The province’s transportation industry typically records 18 to 22 fatalities per year, he said during an address to the Women’s Trucking Federation of Canada. The general trucking sector reports about 2,000 lost-time injuries during that same time frame.
But truck drivers are three times more likely to be injured in a fall rather than a highway collision, he noted, referring to about 500 such injuries per year. And most of those falls are from heights of three meters or less.

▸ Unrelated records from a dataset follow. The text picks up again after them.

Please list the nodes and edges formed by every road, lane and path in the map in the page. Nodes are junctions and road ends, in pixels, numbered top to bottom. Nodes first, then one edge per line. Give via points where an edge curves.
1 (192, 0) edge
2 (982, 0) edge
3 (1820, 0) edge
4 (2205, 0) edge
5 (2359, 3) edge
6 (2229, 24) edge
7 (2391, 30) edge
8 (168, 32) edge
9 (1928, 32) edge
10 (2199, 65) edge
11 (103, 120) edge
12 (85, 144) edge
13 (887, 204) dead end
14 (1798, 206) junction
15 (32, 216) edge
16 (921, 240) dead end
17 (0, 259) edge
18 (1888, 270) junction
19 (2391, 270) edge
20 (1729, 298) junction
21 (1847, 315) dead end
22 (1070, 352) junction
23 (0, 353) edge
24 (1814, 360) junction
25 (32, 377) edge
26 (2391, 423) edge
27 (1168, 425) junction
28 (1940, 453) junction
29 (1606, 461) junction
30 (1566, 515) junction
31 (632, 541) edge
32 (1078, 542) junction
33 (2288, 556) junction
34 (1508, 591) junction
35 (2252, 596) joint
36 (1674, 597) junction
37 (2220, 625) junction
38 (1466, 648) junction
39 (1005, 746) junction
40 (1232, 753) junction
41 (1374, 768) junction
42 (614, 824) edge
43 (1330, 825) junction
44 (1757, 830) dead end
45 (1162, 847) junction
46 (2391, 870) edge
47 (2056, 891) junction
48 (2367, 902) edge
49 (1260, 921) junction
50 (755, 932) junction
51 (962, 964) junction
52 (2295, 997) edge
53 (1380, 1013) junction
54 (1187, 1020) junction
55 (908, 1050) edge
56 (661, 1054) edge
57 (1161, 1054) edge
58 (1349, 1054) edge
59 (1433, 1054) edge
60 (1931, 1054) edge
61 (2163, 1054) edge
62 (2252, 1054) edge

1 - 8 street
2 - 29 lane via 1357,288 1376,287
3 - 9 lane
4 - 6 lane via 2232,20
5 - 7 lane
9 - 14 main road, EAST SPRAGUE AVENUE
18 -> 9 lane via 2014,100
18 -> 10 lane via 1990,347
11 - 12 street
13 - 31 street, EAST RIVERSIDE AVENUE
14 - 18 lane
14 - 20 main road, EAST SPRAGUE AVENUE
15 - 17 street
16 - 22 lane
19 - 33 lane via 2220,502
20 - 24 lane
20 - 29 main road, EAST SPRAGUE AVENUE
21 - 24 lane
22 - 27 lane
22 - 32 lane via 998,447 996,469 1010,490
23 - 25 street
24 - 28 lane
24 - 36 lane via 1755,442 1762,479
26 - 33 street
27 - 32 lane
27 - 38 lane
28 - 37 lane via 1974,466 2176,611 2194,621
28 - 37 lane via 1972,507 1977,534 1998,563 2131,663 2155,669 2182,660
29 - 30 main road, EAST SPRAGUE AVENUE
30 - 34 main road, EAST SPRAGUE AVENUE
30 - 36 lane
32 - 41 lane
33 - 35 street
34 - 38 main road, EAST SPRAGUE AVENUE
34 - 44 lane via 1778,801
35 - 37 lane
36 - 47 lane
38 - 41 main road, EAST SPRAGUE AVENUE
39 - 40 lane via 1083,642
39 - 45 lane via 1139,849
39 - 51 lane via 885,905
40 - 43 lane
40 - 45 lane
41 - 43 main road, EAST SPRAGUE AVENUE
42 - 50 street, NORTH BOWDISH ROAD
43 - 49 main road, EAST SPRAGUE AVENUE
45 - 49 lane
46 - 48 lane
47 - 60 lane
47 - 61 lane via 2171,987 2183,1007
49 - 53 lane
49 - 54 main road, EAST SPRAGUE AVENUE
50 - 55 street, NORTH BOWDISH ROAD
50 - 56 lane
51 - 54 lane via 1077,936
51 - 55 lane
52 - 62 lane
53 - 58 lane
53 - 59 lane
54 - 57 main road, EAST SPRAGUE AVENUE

The Ministry of Labour recently held a series of workshops with trucking industry representatives to identify the top risks in the general freight sector. The Top 10 issues that emerged were:
- Distracted driving
- Driver fatigue
- The actions of other careless drivers.
- Everyday car drivers who are not trained in truck awareness
- Driving conditions
- Slips, trips and falls
- Inadequate or insufficient training, skills and qualifications
- Illness resulting from the lifestyle of a long-distance truck driver
- Working at heights (such as tarping loads)
The goal of the initiative involves looking beyond workplace accidents, though. It’s about identifying underlying causes in the journey to solutions.
“If we just look at the accident and we don’t look at things around the accident, we’re never going to resolve it,” Kelusky explained.
Even cases of impaired driving need extra scrutiny, he said as an example. “If you focus only on cannabis use or alcohol, you miss the other subtleties that cause impairment – like fatigue, like distractibility, like anxiety.”
The threat of sleep apnea
Truck drivers who suffer from sleep apnea are five times more likely to be involved in a crash, added Dr. Geoff Fernie of the University of Toronto and Toronto Rehabilitation Hospital.
But the risks to drivers involve far more than fatigue-related collisions. Those with sleep apnea are four times more likely to have a stroke and are three to four times more likely to suffer from high blood pressure, he said.
One of the challenges is getting drivers to participate in related research, such as the screening Toronto Rehab has been conducting over the past three years.
“Drivers don’t trust us or anyone else to measure them for sleep apnea,” he said, suggesting they may think their jobs could be at risk with a positive diagnosis. “There’s nothing wrong with driving with sleep apnea if you’re treated for it. You’re immediately a safe driver if you’ve had treatment.”
Granted, Fernie believes the issue is being over-diagnosed in the U.S.
South of the border, cases are being identified if a sleeper’s breathing pattern is interrupted five times per hour. The Toronto-based researchers focus on those whose breathing is interrupted at least five to 10 times per hour.
There’s no evidence that treatments will make any difference to those with fewer sleep interruptions, he said.
But Fernie also foresees a day when those with sleep apnea will need to be treated if they want to be truck drivers.
“We want to see how big a problem we really do have in Canada,” he told the crowd, encouraging people to participate in the research project. “We may end up with having to prove that we’re healthy enough to be truck drivers.”